◆ **Task directions**:
Search the data for "Avenue". Return each matching line.

————

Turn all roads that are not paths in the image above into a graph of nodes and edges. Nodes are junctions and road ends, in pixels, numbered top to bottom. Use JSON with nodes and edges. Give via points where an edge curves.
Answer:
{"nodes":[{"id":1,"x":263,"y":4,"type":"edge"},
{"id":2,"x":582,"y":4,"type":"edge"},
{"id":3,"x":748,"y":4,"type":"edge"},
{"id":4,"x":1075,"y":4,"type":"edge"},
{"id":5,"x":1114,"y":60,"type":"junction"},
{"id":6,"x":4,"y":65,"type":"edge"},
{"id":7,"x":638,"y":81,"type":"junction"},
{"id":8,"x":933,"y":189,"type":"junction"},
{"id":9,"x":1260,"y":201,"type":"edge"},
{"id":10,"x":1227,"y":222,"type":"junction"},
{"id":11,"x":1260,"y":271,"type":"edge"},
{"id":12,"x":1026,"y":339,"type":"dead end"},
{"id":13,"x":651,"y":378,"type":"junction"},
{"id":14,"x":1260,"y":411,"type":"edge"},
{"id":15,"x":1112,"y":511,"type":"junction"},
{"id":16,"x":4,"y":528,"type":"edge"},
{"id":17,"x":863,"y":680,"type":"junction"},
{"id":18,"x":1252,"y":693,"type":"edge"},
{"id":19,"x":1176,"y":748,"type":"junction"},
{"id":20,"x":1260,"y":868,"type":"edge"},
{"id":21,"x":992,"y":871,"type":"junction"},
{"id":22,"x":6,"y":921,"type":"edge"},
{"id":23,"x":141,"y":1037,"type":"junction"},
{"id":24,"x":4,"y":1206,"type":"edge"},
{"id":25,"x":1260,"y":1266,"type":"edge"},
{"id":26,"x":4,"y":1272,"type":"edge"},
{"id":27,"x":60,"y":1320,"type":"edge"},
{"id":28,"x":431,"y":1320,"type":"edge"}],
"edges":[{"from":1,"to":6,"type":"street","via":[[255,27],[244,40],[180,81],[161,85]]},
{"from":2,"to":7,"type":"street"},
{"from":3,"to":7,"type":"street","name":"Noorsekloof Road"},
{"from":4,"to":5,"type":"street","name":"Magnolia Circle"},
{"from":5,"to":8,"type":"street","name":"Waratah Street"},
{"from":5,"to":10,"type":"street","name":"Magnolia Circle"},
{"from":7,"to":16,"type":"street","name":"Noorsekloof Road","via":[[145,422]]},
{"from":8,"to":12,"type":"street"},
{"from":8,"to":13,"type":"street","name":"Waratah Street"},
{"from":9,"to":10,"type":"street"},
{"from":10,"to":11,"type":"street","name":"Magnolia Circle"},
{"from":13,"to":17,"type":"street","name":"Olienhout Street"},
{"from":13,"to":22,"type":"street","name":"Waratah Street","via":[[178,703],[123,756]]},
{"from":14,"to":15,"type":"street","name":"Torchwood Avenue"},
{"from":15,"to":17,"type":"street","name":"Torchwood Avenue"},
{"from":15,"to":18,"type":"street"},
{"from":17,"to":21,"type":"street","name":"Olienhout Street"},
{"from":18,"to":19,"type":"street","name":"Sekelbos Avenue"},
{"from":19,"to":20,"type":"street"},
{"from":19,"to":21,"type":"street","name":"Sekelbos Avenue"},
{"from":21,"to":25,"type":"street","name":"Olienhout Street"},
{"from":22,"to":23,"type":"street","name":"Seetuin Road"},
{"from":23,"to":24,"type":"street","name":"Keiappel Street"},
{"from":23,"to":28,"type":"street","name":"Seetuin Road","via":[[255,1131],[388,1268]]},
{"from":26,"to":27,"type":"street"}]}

————

◆ **Solution**:
{"from":14,"to":15,"type":"street","name":"Torchwood Avenue"},
{"from":15,"to":17,"type":"street","name":"Torchwood Avenue"},
{"from":18,"to":19,"type":"street","name":"Sekelbos Avenue"},
{"from":19,"to":21,"type":"street","name":"Sekelbos Avenue"},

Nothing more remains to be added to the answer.